Terre Haute’s TIF districts represent a scheme playing out across the country. Communities devote themselves to a form of “trickle down” economics, but the benefits of those policies never trickle down. This can be seen in the tremendous economic development all over the city but almost every major statistical measure of city data related to community wide improvement is either declining or static. A major purpose of TIFs were to help increase employment.

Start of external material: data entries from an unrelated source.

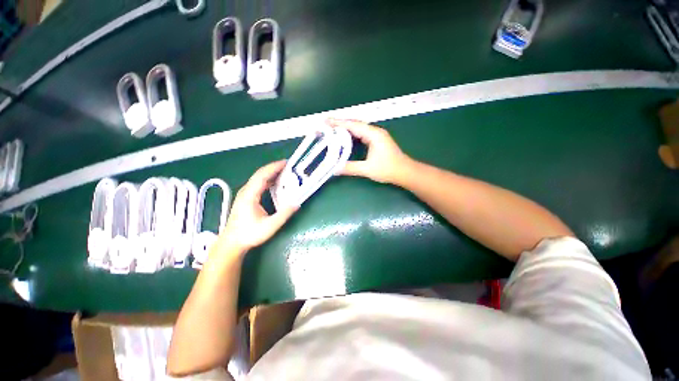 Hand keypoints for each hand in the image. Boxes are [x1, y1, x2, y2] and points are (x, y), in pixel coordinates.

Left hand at [219, 161, 297, 253]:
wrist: (232, 242)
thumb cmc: (249, 234)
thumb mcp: (270, 226)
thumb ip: (284, 214)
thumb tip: (297, 203)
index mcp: (250, 195)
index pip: (262, 175)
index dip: (274, 167)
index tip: (286, 163)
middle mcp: (246, 191)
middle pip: (260, 174)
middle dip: (274, 167)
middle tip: (289, 165)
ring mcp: (245, 194)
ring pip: (259, 178)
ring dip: (271, 173)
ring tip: (285, 171)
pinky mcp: (247, 197)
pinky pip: (259, 184)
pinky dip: (268, 179)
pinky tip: (276, 182)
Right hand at [328, 119, 412, 184]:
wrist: (405, 172)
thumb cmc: (388, 169)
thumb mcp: (367, 169)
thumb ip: (350, 168)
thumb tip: (334, 169)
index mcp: (374, 134)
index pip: (353, 125)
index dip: (338, 123)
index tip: (326, 121)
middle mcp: (375, 131)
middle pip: (355, 124)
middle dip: (340, 124)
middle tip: (326, 126)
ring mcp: (377, 135)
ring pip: (358, 128)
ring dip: (346, 128)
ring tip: (332, 130)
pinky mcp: (377, 140)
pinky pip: (361, 133)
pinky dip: (352, 134)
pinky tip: (345, 138)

According to the Bureau of Labor Statistics Terre Haute’s unemployment over the past five years is up 1.4% from 6.5% in 2015 to 7.9% in 2020, and up 1.6% over the past 15 years from 6.3% in 2005.
As I mentioned earlier Terre Haute mirrors the national trend of economic policies that primarily benefit the upper class, but never end up trickling down. Take the decades-long growth of income inequality around the country. According to the Pew Research Center, Upper Level incomes have grown from 28% to 48% as a share of US Aggregate Income, while Middle Level incomes have dropped from 62% to 43%, and Lower Level incomes have declined slightly from 10% to 9%. It is this Lower Level income bracket that is hurt most by TIFs that are not being used for the primary purpose of helping to bring investment to blighted areas.
These lower income level communities have been hit hard over the past ten years. Median household income in Terre Haute has gone down 7% from $38,991 in 2011 to $36,406 in 2019 (2011 income adjusted for inflation). Add to that the fact that these lower income communities map directly onto historically redlined districts and we see that the ongoing effects of systemic racism are still plaguing our community. While some people might view bending TIF district rules to benefit special interests as a form of “soft corruption,” it is still corruption none the less.